%%

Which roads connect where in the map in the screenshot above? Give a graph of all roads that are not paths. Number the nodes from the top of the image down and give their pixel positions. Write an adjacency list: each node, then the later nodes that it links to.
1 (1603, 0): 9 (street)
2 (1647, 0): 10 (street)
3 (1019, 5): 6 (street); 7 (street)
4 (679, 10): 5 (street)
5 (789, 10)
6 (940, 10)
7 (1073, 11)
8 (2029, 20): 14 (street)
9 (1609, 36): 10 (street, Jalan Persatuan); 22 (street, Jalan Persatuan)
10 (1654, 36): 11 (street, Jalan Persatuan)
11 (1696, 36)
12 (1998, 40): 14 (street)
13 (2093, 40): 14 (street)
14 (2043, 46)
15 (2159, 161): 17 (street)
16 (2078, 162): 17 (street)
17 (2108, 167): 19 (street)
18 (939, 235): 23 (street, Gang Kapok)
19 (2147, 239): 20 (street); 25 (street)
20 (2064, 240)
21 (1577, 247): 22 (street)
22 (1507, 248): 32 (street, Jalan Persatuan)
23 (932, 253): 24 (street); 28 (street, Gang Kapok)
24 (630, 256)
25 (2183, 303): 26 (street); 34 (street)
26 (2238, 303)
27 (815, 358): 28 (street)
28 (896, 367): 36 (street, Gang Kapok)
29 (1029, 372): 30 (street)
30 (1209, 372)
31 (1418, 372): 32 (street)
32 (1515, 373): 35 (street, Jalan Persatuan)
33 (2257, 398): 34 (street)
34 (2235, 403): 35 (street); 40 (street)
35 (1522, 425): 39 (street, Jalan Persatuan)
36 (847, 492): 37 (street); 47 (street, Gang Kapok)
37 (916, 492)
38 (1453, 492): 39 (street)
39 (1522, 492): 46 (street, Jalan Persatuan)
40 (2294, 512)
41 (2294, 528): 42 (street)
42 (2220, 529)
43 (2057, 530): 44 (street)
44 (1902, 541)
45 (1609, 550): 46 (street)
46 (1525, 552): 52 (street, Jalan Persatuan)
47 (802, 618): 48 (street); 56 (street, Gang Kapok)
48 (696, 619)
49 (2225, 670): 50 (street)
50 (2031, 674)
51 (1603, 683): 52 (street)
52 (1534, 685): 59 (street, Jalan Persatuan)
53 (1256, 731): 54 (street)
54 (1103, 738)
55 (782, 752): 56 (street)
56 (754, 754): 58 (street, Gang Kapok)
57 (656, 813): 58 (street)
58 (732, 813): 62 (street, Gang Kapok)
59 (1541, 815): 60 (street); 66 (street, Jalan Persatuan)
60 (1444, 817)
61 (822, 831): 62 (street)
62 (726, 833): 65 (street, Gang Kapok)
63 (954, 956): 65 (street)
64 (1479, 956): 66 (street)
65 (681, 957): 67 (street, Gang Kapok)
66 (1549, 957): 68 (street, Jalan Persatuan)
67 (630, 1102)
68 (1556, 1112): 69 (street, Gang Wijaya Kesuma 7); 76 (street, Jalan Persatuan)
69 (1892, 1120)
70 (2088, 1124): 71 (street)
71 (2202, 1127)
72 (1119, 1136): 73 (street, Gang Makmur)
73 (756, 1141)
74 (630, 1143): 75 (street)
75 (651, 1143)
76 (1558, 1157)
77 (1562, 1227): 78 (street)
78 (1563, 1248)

%%

→ WHAT YOU NEED TO DO
Which lines of the entries contain "Gang"? Count them and write only the number.

→ ANSWER TO THIS EXERCISE
11